Unfortunately, Mr Cameron will almost certainly say all the wrong things. He will talk about Britain insisting on this, demanding that, and refusing to accept the other. He will sound, as so many British politicians have done before him, like a petulant child, stamping his foot because he can't have what he wants.
There is another way. He could - here's a revolutionary idea for you - be honest. He could say there are pluses and minuses to being a member of the EU, and then spell them out for us. Maybe take out full-page ads in the papers, asking Monty Python style: "What has the EU ever done for us?" - and then provide a list of answers.
And here's another idea: instead of talking about a two-speed Europe, or a multi-tier Europe, or an "associate membership" Europe, why don't we imagine a Europe of concentric circles?
At its centre would be the members of the eurozone, with all its trimmings: banking union, common taxation policies, and of course the single currency. Next, the countries that are in the single market, but outside the eurozone, in other words, where the UK, Sweden and Denmark are now. Other governments may choose to be there too.
Then, a third circle, outside the single market but still in the EU. Maybe that's where some of Mr Cameron's Tory colleagues would prefer to be, pretty much where we were before the UK signed up to the single market in 1987 (the prime minister at the time, you may recall, was a certain Margaret Thatcher).
And you could have a fourth circle, in which you'd find countries like Norway, Switzerland and Iceland, not in the EU but linked to it. Some Tory MPs want that to be the place for the UK as well.
But here's the really revolutionary idea: when you've drawn up all your different circles (and yes, I know it'll be complicated and difficult, but there are some very clever people in Brussels), you put them to the vote. Not just in the UK, but right across the EU. Ask the voters in all 27 member states, on the same day, which circle they'd like to be in.
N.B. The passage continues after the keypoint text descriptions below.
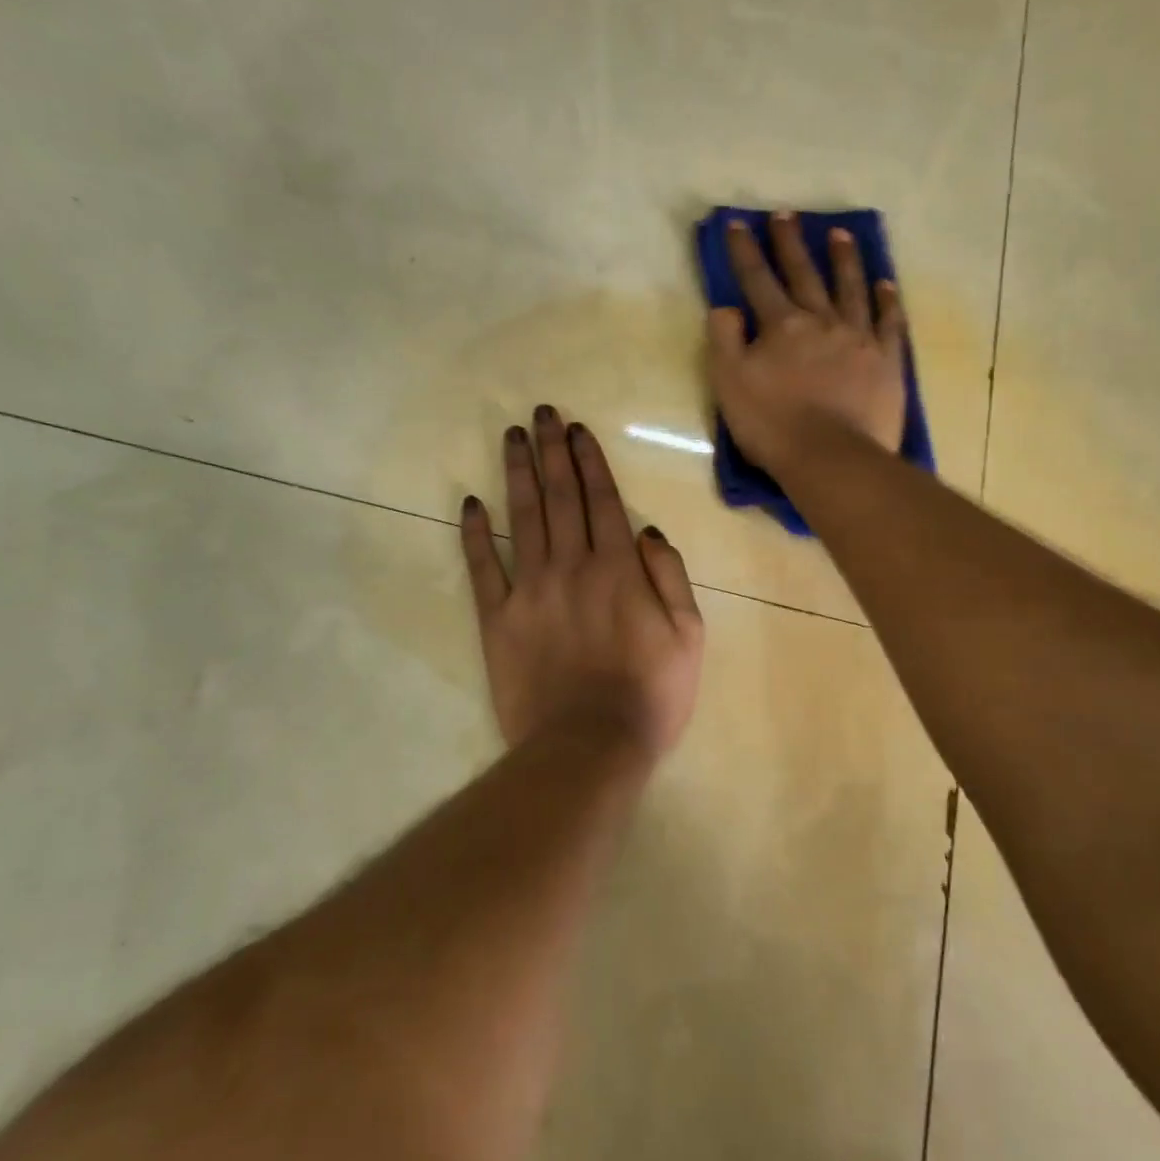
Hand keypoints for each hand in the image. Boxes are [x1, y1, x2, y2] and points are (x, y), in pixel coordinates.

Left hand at [461, 407, 704, 761]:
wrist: (590, 746)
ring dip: (517, 474)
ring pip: (523, 519)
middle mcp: (572, 567)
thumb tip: (646, 530)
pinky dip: (475, 534)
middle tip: (542, 414)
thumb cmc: (651, 694)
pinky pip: (483, 568)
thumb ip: (670, 576)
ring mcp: (530, 590)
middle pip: (560, 497)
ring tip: (512, 438)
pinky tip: (470, 503)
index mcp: (619, 569)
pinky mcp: (498, 619)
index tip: (577, 430)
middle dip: (552, 451)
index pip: (602, 500)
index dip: (589, 461)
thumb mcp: (689, 636)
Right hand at [706, 213, 907, 473]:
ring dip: (843, 259)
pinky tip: (885, 284)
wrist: (831, 457)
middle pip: (804, 273)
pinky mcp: (886, 360)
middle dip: (790, 243)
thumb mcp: (729, 384)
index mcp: (781, 326)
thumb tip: (726, 307)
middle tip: (786, 214)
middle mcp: (821, 320)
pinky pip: (889, 322)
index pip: (757, 279)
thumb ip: (724, 341)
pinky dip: (887, 300)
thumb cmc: (773, 425)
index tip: (738, 223)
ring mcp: (858, 338)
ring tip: (840, 234)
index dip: (745, 251)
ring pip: (851, 287)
It's never been done before, and it would change the nature of the EU overnight. For the first time in its recent history, the shape of the EU would genuinely represent the will of the people who live in it, rather than the conviction of Europe's political elites that they know best.
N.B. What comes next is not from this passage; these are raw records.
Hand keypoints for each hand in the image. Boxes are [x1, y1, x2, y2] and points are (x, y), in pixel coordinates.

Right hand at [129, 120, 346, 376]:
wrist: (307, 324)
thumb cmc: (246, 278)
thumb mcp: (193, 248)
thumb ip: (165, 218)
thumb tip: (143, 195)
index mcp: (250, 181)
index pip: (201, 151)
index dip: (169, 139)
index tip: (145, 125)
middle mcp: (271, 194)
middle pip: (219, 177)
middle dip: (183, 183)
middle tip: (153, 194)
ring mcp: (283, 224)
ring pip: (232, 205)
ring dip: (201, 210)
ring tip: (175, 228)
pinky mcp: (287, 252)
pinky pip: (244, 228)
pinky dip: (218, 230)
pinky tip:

I remember being shocked (yes, I'm still just about capable of being shocked) at a meeting in Westminster some months ago when a group of MPs and peers were discussing the future shape of the EU. I ventured to suggest that closer integration might not be acceptable to British voters. "Probably," said one of the participants. "But the voters would be wrong."
In an article in the Financial Times last October, Charles Grant of the Centre for European Reform wrote of a multi-tier Europe rather than a concentric one, and said: "Life in the third tier need not be uncomfortable for the UK. If it makes an effort to win friends and allies among its partners, including those in the euro, it will have an influential voice in EU decision-making. Yet successive British governments have done too little to forge alliances with those - such as the central Europeans, Nordics and Dutch - who tend to think like the British on some key issues."
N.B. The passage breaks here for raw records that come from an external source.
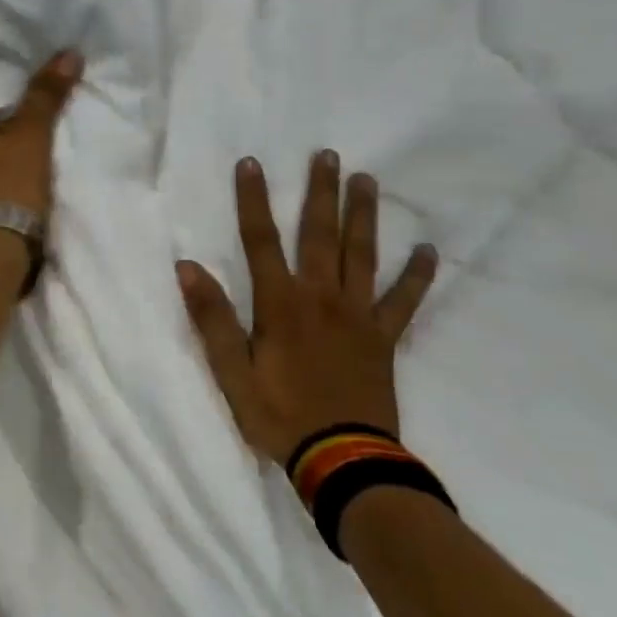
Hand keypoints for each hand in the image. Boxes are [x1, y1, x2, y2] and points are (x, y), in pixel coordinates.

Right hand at [177, 152, 437, 465]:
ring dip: (363, 216)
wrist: (343, 461)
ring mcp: (358, 316)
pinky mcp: (384, 339)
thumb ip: (212, 318)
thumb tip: (187, 267)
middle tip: (328, 155)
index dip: (253, 200)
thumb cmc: (279, 416)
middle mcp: (321, 298)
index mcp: (280, 305)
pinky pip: (404, 301)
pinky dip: (417, 275)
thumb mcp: (231, 372)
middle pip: (319, 235)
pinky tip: (429, 250)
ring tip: (366, 180)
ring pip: (361, 255)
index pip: (260, 240)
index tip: (252, 163)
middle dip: (320, 193)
So how about it, prime minister? Tell us you're going to propose to the UK's EU partners that a new constitutional commission is established to draw up the criteria for a concentric union. The members of the commission will be given two years to come up with a detailed plan, then there'll be a three-month referendum campaign in each of the EU's 27 member states.
A lively, raucous debate will ensue. Different political parties will choose different options - they'll take out newspaper ads, stage televised debates, form cross-border alliances, argue that this is the most important political decision voters will be asked to make in a generation. The campaign will be noisy, messy and ill-tempered.
We could even call it - and I admit I may be stretching a point here - democracy in action.